EL CUBANO JOSE IGLESIAS TIENE OFERTAS MILLONARIAS DE LOS MEJORES EQUIPOS DE MLB

José Iglesias vuelve a aparecer en el radar de la Agencia Libre de MLB como uno de esos veteranos útiles que todavía pueden marcar diferencia dentro de un roster bien estructurado. A sus 35 años, el cubano no busca un contrato largo ni cifras descomunales, sino una oportunidad clara de mantenerse activo en Grandes Ligas durante la temporada 2026, algo que ha demostrado saber aprovechar cuando se le brinda espacio y confianza.

Durante la campaña 2025, Iglesias jugó más de 100 encuentros con San Diego Padres, mostrando que aún conserva reflejos defensivos, versatilidad en el cuadro y la capacidad de aportar contacto oportuno. Su perfil como utility sigue siendo atractivo para organizaciones que valoran experiencia, orden táctico y profundidad, especialmente en una liga donde las lesiones y la rotación constante de jugadores son parte del día a día.

Entre los equipos que aparecen como opciones reales destacan Baltimore y Boston. En el caso de los Orioles, el cuadro interior presenta interrogantes más allá de Gunnar Henderson, con posiciones que aún no tienen un dueño definitivo. Iglesias encajaría como una pieza de bajo costo capaz de competir por tiempo de juego y, al mismo tiempo, aportar estabilidad a un grupo joven que aspira a consolidarse en la Liga Americana. Su capacidad para cubrir varias posiciones sería un respaldo inmediato para la gerencia.

Boston representa un escenario cargado de simbolismo. Fue allí donde Iglesias debutó en MLB y hoy podría regresar como una solución puntual, especialmente si la organización no logra reforzar ciertas posiciones del infield con nombres de peso.
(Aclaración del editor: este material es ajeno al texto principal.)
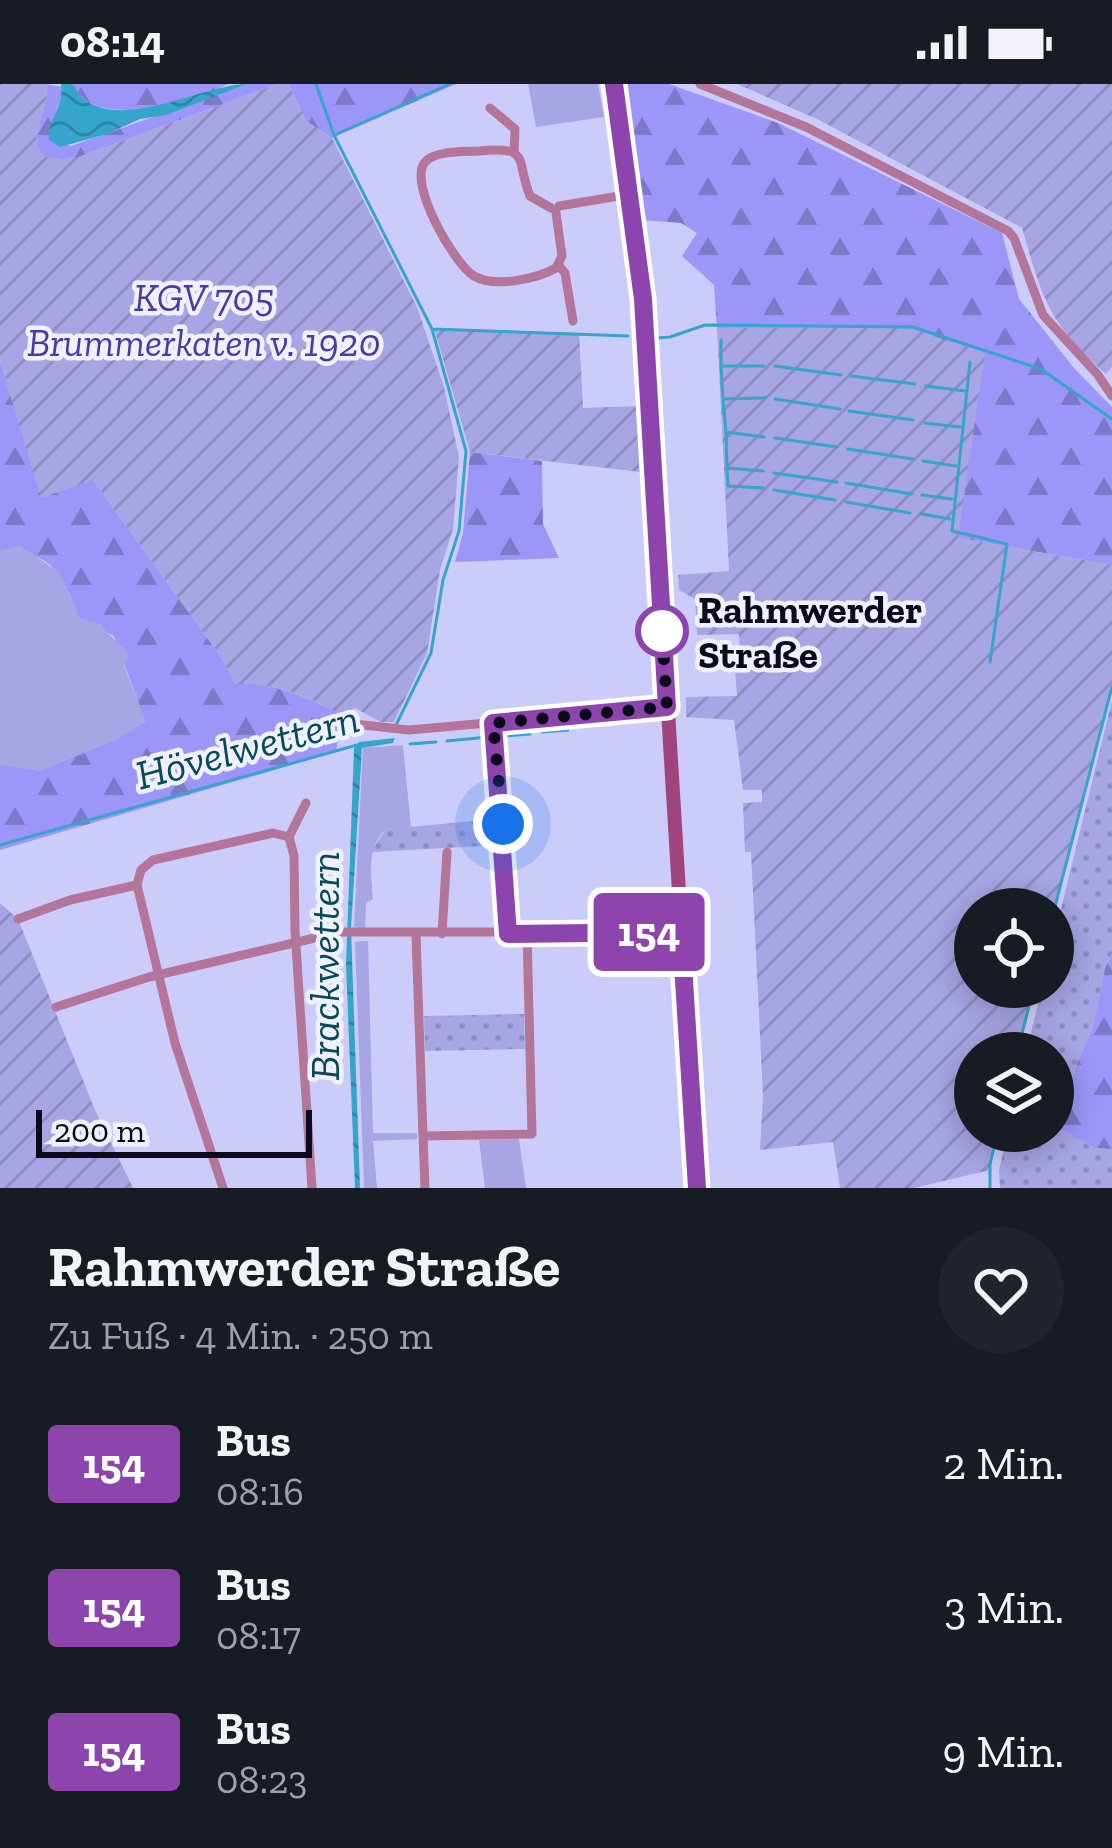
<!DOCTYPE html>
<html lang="de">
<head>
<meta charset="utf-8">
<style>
  body { margin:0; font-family:"Zilla Slab",serif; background:#20242c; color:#f1f3f6; height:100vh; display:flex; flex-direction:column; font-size:45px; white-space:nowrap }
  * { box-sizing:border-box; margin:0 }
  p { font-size:39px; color:#9ea1a6 }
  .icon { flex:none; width:66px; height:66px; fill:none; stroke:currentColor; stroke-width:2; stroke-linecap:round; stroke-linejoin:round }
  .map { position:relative; height:1104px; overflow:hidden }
  .side { display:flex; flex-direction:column; background:#171b24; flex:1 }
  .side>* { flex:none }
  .badge { padding:0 24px; border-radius:9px; font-size:42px; line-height:78px }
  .tools { position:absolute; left:954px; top:804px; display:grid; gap:24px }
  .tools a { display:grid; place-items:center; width:120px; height:120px; border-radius:50%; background:#171b24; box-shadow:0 6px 30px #0003; font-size:60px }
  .scale { position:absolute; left:36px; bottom:30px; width:276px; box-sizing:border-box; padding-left:12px; border:6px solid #0b0a19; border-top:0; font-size:33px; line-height:42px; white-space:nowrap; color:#0b0a19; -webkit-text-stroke:9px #f0f1ff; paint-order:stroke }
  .you { position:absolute; width:60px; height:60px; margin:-30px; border:9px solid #fff; border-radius:50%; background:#1a73e8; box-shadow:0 0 0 18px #1a73e833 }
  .map>.badge { position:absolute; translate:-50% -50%; box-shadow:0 0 0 6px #fff }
  .round { display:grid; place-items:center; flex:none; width:126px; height:126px; border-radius:63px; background:#20242c }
  .overview { display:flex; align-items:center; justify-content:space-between; height:204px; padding:0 48px }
  h1 { font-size:57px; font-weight:700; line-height:90px }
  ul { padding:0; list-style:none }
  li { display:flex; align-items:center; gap:36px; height:144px; padding:0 48px }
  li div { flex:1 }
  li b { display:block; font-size:45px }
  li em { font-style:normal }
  li .badge { min-width:132px; font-weight:700; text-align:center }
  .status { display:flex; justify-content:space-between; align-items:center; height:84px; padding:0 60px; background:#171b24; direction:ltr }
  .status svg { height:33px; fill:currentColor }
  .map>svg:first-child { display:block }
  .grass { fill:url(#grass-dots) }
  .forest { fill:url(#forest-firs) }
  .park { fill:#a7a5e3 }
  .garden { fill:url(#garden-furrows) }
  .water { fill:url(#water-waves) }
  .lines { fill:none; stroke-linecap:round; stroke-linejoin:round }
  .stream { stroke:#35a5cb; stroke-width:3 }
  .street { stroke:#b37598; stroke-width:9 }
  .secondary { stroke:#9f457c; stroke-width:14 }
  .line-casing { stroke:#fff; stroke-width:27 }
  .line { stroke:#8e44ad; stroke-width:18 }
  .walk { stroke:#0b0a19; stroke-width:12; stroke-dasharray:0 21.6 }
  .stop-dot { fill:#fff; stroke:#8e44ad; stroke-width:6 }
  .labels { text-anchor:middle; stroke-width:9; stroke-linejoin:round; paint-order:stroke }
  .park-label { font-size:39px; font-style:italic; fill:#4d38a8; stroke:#f0f1ff }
  .stop-label { font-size:39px; font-weight:bold; fill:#0b0a19; stroke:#f0f1ff; text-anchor:start }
  .water-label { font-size:42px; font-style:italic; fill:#08495d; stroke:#f0f1ff }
</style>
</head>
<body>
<div class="status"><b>08:14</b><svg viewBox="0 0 49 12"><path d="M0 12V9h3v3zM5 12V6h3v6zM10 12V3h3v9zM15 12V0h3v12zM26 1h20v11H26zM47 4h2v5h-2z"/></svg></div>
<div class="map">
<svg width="1112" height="1104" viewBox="0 0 1112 1104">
  <defs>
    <pattern id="grass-dots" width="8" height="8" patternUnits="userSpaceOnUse" patternTransform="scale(3)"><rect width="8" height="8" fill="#a7a5e3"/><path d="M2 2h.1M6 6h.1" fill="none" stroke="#8e8dc2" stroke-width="1.8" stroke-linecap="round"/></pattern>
    <pattern id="forest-firs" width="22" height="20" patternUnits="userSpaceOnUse" patternTransform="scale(3)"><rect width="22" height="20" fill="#9c96f8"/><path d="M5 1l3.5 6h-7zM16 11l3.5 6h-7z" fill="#7d79c8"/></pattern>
    <pattern id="garden-furrows" width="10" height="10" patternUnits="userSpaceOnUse" patternTransform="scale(3)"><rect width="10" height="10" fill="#a7a5e3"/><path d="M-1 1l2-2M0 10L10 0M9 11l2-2" fill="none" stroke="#8e8dc2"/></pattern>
    <pattern id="water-waves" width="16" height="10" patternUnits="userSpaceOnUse" patternTransform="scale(3)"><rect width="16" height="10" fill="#35a5cb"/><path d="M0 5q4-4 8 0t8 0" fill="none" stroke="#2b85a4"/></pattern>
  </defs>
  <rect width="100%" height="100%" fill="#ccccfa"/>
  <path class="grass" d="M 1112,616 L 1112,870 L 1105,884 L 1093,943 L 1077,979 L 1058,1043 L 1094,1064 L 1112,1065 L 1112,1104 L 1000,1104 L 999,1087 L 1008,1047 L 1053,1047 L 1053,969 L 1026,969 L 1042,903 L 1053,903 L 1053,858 Z
    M 497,735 L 499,761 L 371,768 L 386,745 Z
    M 524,930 L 525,965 L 425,967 L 424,932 Z"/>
  <path class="forest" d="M 46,0 L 62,3 C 62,22 47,40 50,56 L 71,62 L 247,0 L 278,0 L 76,74 C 5,83 53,29 46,0 Z
    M 72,0 L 228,0 C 196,16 116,40 84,15 C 79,11 76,5 72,0 Z
    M 289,0 L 456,0 L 332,54 L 306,37 Z
    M 625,0 L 669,0 L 778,39 L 1002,149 L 1019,215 L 1074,284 L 1112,323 L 1112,481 L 958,454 L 912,245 L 717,244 L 714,201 L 682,172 L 697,149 L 681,139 L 642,136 Z
    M 0,276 L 12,317 L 93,396 L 221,573 L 235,599 C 277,599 305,612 342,631 L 336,668 L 0,766 L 0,680 L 41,687 L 140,623 L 114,552 L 79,535 C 62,488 52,467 0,467 Z
    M 470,368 L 542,377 L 543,440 L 559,474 L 455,478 L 463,449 Z
    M 1112,870 L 1112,1065 L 1094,1064 L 1058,1043 L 1077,979 L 1093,943 L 1105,884 Z"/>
  <path class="park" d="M 528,0 L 598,0 L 604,33 L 536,43 Z
    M 19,461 L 60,489 L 79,534 L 101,540 C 108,553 121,558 129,571 L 124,582 L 146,638 L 115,656 L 41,687 L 0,680 L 0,467 Z
    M 403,661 L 411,743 L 386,745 C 366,765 371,788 373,815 L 366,819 L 365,845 L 354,843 L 363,664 Z
    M 368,857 L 373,1049 L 417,1049 L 417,1055 L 373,1057 L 377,1104 L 364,1104 L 355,858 Z
    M 519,1055 L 526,1104 L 485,1104 L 479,1056 Z"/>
  <path class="garden" d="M 0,0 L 46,0 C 53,29 5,83 76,74 L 278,0 L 289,0 L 306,37 L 332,54 L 417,223 L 444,303 L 459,373 L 453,445 L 440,486 L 427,569 L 394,638 L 381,638 L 355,624 L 342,631 C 303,611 280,599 235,600 L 221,573 L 93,396 L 41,414 L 0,276 Z
    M 737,0 L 1112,0 L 1112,283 L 1106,290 C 1048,239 1043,216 1022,144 L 819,36 Z
    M 880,243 L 912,245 L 985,269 L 958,454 L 1112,481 L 1112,603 L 1053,830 L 1053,825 L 975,825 L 975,903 L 1034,903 L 1017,969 L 975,969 L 975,1047 L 998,1047 L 990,1086 L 914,1104 L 840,1104 L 833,1058 L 760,1066 L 763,1012 L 751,768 L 745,768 L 743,719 L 762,718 L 762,706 L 743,706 L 734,636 L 686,633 L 686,613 L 737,612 L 734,572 L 740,571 L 739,550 L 697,551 L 695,515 L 679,506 L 678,491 L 729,487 L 717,244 Z
    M 434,244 L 579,249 L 583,324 L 638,322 L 640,388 L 470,368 Z
    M 0,819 L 18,835 L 95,1026 L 133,1104 L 0,1104 Z"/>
  <path class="water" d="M 61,0 L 72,0 C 77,5 79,11 84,15 C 124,47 205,0 247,0 L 166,31 L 140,35 L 107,50 L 60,63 L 49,56 C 46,38 64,25 61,0 Z
    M 395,654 L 393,659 L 362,664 L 351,844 L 360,1104 L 355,1104 L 346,881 L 354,664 L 359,658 Z"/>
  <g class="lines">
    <path class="stream" d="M 316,0 L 334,51 L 432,245 L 466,367 L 459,447 L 443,496 L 431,569 L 397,639
      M 337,50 L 450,0
      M 432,245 L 628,252
      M 657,254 L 670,253 L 705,241 L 913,243 L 1041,285 L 1112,335
      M 721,256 L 721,282 L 764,282
      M 970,278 L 952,447 L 1007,460 L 990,578
      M 721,282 L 723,315 L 765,314
      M 775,282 L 841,291
      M 851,292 L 915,300
      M 926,302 L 965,307
      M 775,315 L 840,325
      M 723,316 L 726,348 L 764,353
      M 849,327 L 913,336
      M 925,339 L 960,343
      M 726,348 L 727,384 L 763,387
      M 775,354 L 837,363
      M 848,365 L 913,375
      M 923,377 L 956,382
      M 727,385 L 728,402 L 763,404
      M 774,389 L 837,398
      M 846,399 L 912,410
      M 774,406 L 835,416
      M 922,411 L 952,415
      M 846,418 L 910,429
      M 921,430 L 950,435
      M 542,648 L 568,646
      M 504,652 L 530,650
      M 447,657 L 488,653
      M 410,660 L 436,658
      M 0,761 L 357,661
      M 1053,830 L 1112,603
      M 1017,969 L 1034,903
      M 990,1104 L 990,1080 L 998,1047"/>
    <path class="street" d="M 700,0 L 806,43 L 1008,147 L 1014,154 L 1043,231 L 1098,291 L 1112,312
      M 490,24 L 515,45 L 514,68
      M 559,122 L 631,110
      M 551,124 L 530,112 C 515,75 532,62 479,67 C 465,68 436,66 425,78 C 407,99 455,181 474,192 C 494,204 537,195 556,184 L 562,172 L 556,129
      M 559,182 L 565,189 L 573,237
      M 493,639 L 509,850
      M 354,640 L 409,646 L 667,623
      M 306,719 L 289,753 L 294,772 L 295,847 L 312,1104
      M 137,801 L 175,959 L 223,1104
      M 18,835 L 70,816 L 137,801 L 141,786 L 153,776 L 273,749 L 289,753
      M 442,850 L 447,768
      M 416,851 L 423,1052 L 532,1050 L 527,849
      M 56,923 L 149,893 L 340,848 L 681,848
      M 423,1052 L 425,1104"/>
    <path class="secondary" d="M 614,0 L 643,215 L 697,1104"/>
  </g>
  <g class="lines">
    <defs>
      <path id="line" d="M 614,0 L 643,215 L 667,623 L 493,639 L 508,850 L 681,848 L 697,1104"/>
    </defs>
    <use href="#line" class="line-casing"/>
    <use href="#line" class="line"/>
    <path class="walk" d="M 503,740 L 493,639 L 667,623 L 662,547"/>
  </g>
  <circle class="stop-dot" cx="662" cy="547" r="24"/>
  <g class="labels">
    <g class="park-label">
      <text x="204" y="227">KGV 705<tspan x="204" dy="45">Brummerkaten v. 1920</tspan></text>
    </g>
    <g class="stop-label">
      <text x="698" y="539">Rahmwerder<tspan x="698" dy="45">Straße</tspan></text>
    </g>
    <g class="water-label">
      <text transform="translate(247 662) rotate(-15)" y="15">Hövelwettern</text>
      <text transform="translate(324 882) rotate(-90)" y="15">Brackwettern</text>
    </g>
  </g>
</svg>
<div class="tools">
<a><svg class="icon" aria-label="locate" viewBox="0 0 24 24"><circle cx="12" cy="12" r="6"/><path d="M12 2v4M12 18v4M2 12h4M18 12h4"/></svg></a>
<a><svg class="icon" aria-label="layers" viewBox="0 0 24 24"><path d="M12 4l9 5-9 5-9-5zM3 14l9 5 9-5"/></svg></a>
</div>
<div class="scale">200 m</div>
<div class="you" style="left:503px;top:740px"></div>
<b class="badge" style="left:649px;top:848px;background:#8e44ad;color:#fff">154</b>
</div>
<section class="side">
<div class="overview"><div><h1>Rahmwerder Straße</h1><p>Zu Fuß · 4 Min. · 250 m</p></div><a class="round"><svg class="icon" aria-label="heart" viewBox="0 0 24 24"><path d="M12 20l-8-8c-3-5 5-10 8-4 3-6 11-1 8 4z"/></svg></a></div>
<ul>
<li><span class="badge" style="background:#8e44ad;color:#fff">154</span><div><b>Bus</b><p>08:16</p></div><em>2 Min.</em></li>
<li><span class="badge" style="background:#8e44ad;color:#fff">154</span><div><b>Bus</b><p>08:17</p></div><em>3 Min.</em></li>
<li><span class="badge" style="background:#8e44ad;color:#fff">154</span><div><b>Bus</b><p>08:23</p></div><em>9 Min.</em></li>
</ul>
</section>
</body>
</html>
Con roles bien definidos en el campocorto y la intermedia, su valor estaría en la rotación defensiva y en la posibilidad de asumir responsabilidades cuando se presenten ausencias o ajustes tácticos.

Tampa Bay también surge como un destino lógico, dadas sus constantes rotaciones y su tendencia a maximizar el rendimiento de jugadores versátiles con contratos modestos. Milwaukee y San Francisco aparecen como opciones menos claras, pero no descartables, sobre todo si se abre una competencia real por puestos que aún no generan plena confianza ofensiva.

En lo económico, las proyecciones apuntan a un acuerdo de una temporada, con cifras que podrían oscilar entre tres y cuatro millones de dólares, aunque tampoco se descarta un contrato menor con invitación a los entrenamientos primaverales. Iglesias ya ha demostrado que sabe abrirse camino desde ese escenario. En un mercado cada vez más exigente, su experiencia y adaptabilidad siguen siendo su mejor carta de presentación.